Pourrais-je enfin vivre et penser, agir, aimer et caresser
la chair de l’autre sans me croire installé
sur le bûcher de souffrir ?
D’une blessure ancienne suinte le pus.
Quelque chose se tord et ricane en moi.
Peut-être la vision que j’ai de l’infini.
Peut-être ce qui perdure en moi de primitif.
Rien que la sensation d’être cet homme désigné
fatigué de tirer l’attelage des jours.
Çà ! Ma douleur !
Ne pouvons-nous pas ajouter un brin de comique à nos rapports ?
(je me contenterai d’un pétale d’humour).
Déjà : on installe devant moi cette bouilloire.
Déjà : dans mon uniforme d’officier du 54e régiment des Trop Sensibles
je prie ma compagne de partager, avec moi, le breuvage fort !

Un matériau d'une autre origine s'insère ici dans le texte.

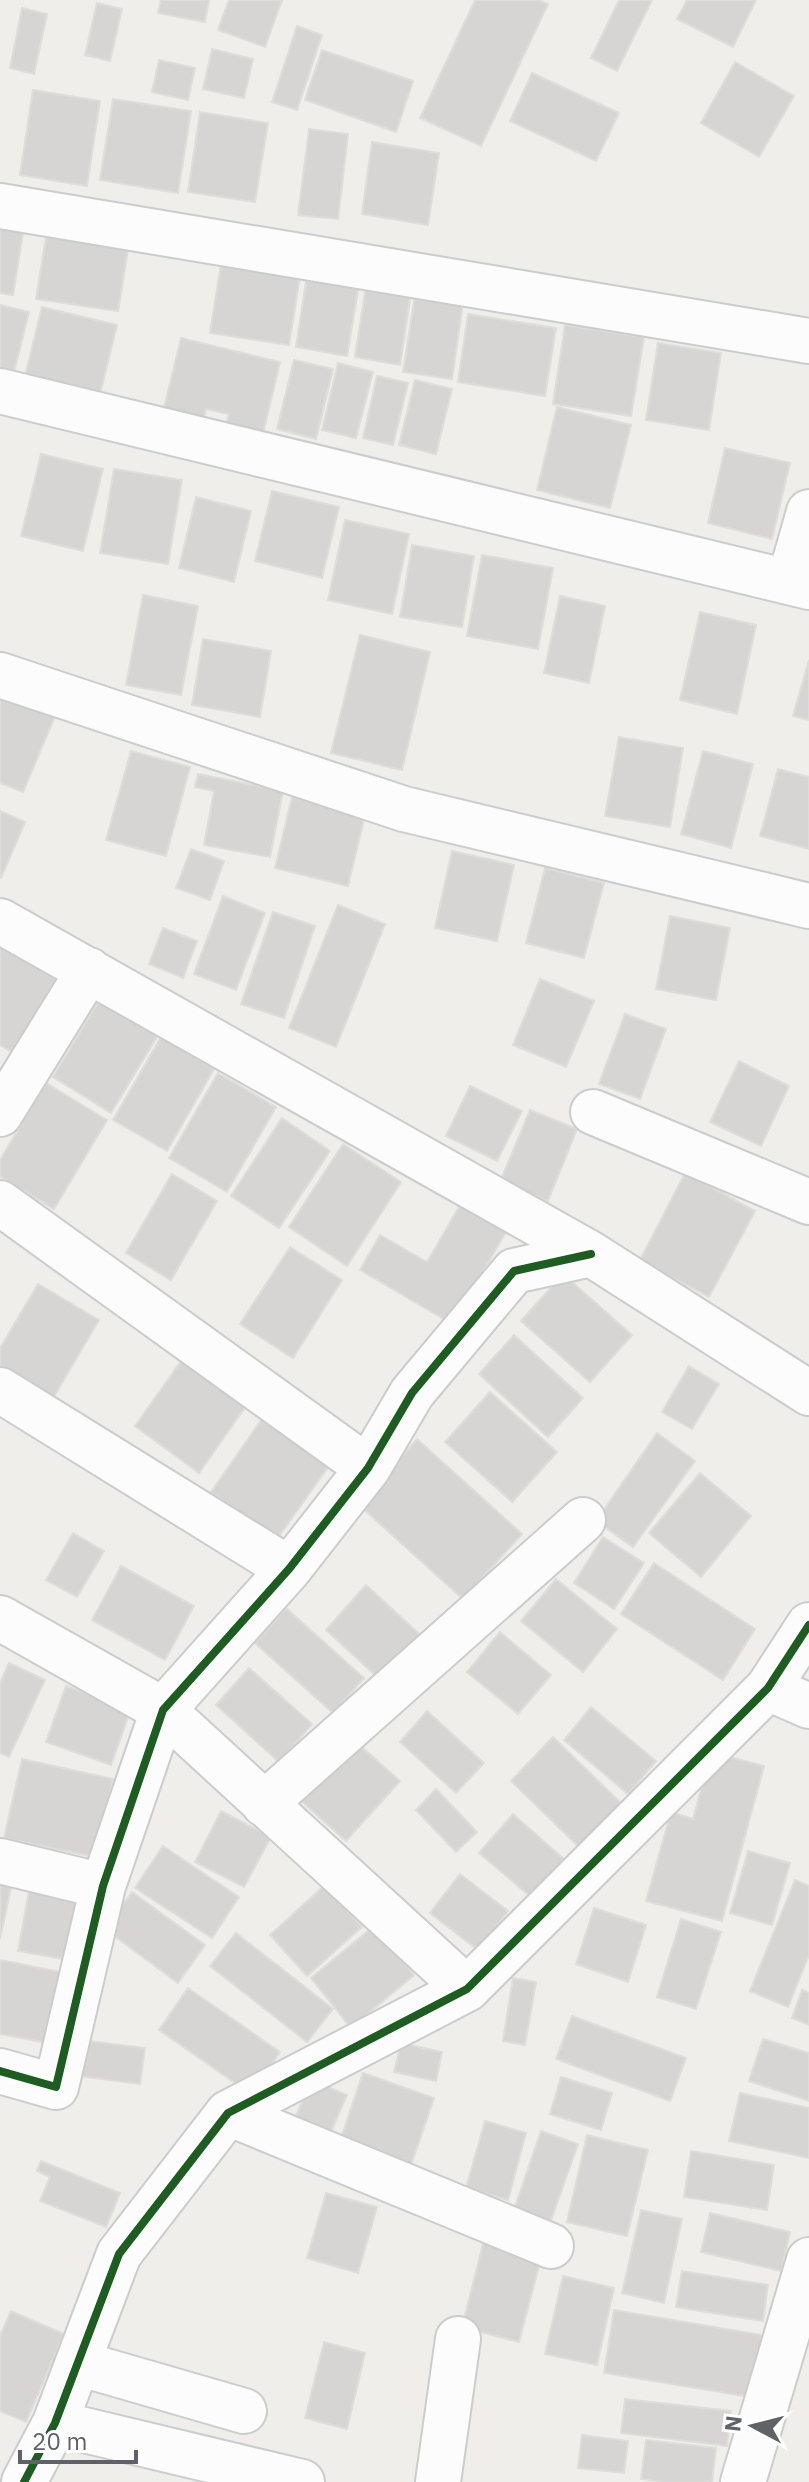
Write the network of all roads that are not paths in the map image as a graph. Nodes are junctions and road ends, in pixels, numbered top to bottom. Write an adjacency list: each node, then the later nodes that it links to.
1 (0, 206): 2 (street)
2 (809, 341)
3 (0, 391): 5 (street)
4 (809, 512): 5 (street)
5 (799, 585)
6 (0, 675): 7 (street)
7 (809, 906)
8 (0, 921): 9 (street)
9 (89, 970): 11 (street); 14 (street)
10 (593, 1112): 12 (street)
11 (0, 1114)
12 (809, 1202)
13 (0, 1203): 17 (street)
14 (591, 1254): 16 (street); 17 (street)
15 (0, 1390): 19 (street)
16 (809, 1393)
17 (368, 1468): 19 (street)
18 (583, 1520): 25 (street)
19 (289, 1569): 24 (street)
20 (0, 1618): 24 (street)
21 (809, 1625): 22 (street)
22 (768, 1688): 23 (street); 28 (street)
23 (809, 1706)
24 (163, 1710): 25 (street); 27 (street)
25 (264, 1804): 28 (street)
26 (0, 1861): 27 (street)
27 (103, 1886): 29 (street)
28 (467, 1989): 30 (street)
29 (0, 2071)
30 (228, 2113): 31 (street); 34 (street)
31 (551, 2246)
32 (809, 2260): 40 (street)
33 (458, 2339): 39 (street)
34 (78, 2363): 35 (street); 36 (street)
35 (244, 2411)
36 (55, 2423): 37 (street); 38 (street)
37 (24, 2482)
38 (302, 2482)
39 (438, 2482)
40 (743, 2482)

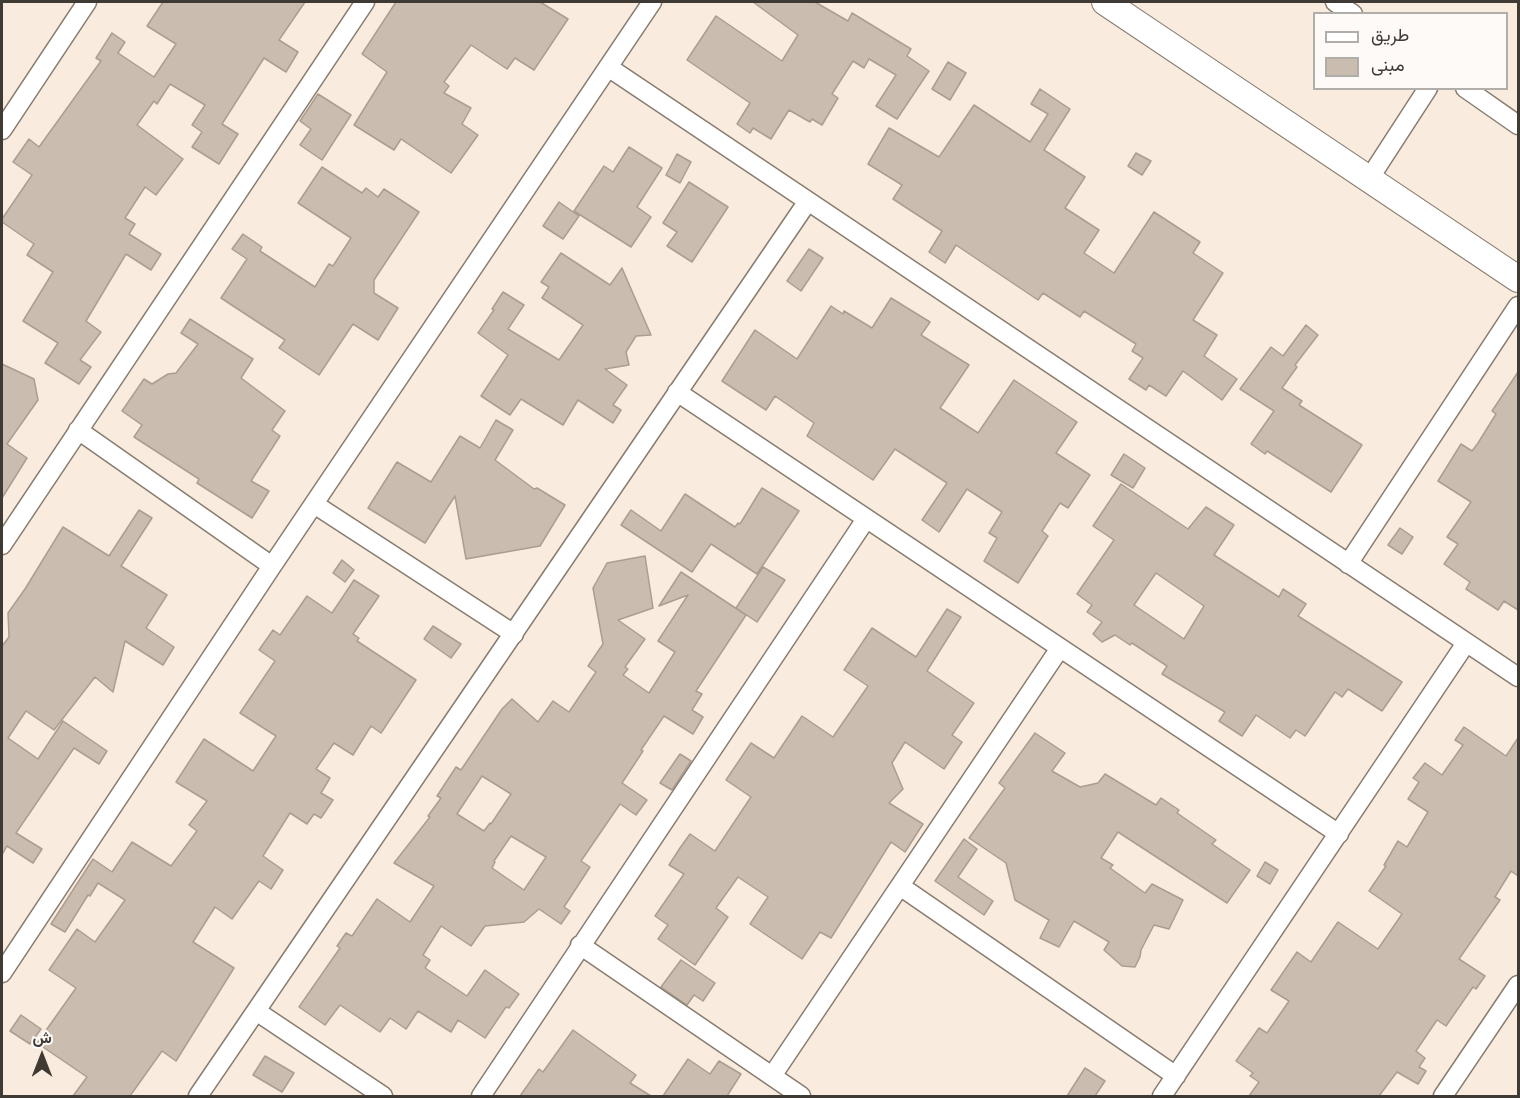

C’est alors qu’un cheval avance sa tête par la fenêtre blonde ouverte
avec harmonie ses longs cils se mêlent aux broderies du rideau.
Ah ! Montagnes bleues peintes par l’Éternel !
Ah ! Mélodie rose de la fleur de lupin !
La douleur est bien là : n’est-elle pas organiquement mienne ?
Mais j’en fais don au pasteur intègre du village.
Et c’est d’un air léger que je termine de boire,
alors que
pour moi seul, cette femme entière
soulève sa voilette.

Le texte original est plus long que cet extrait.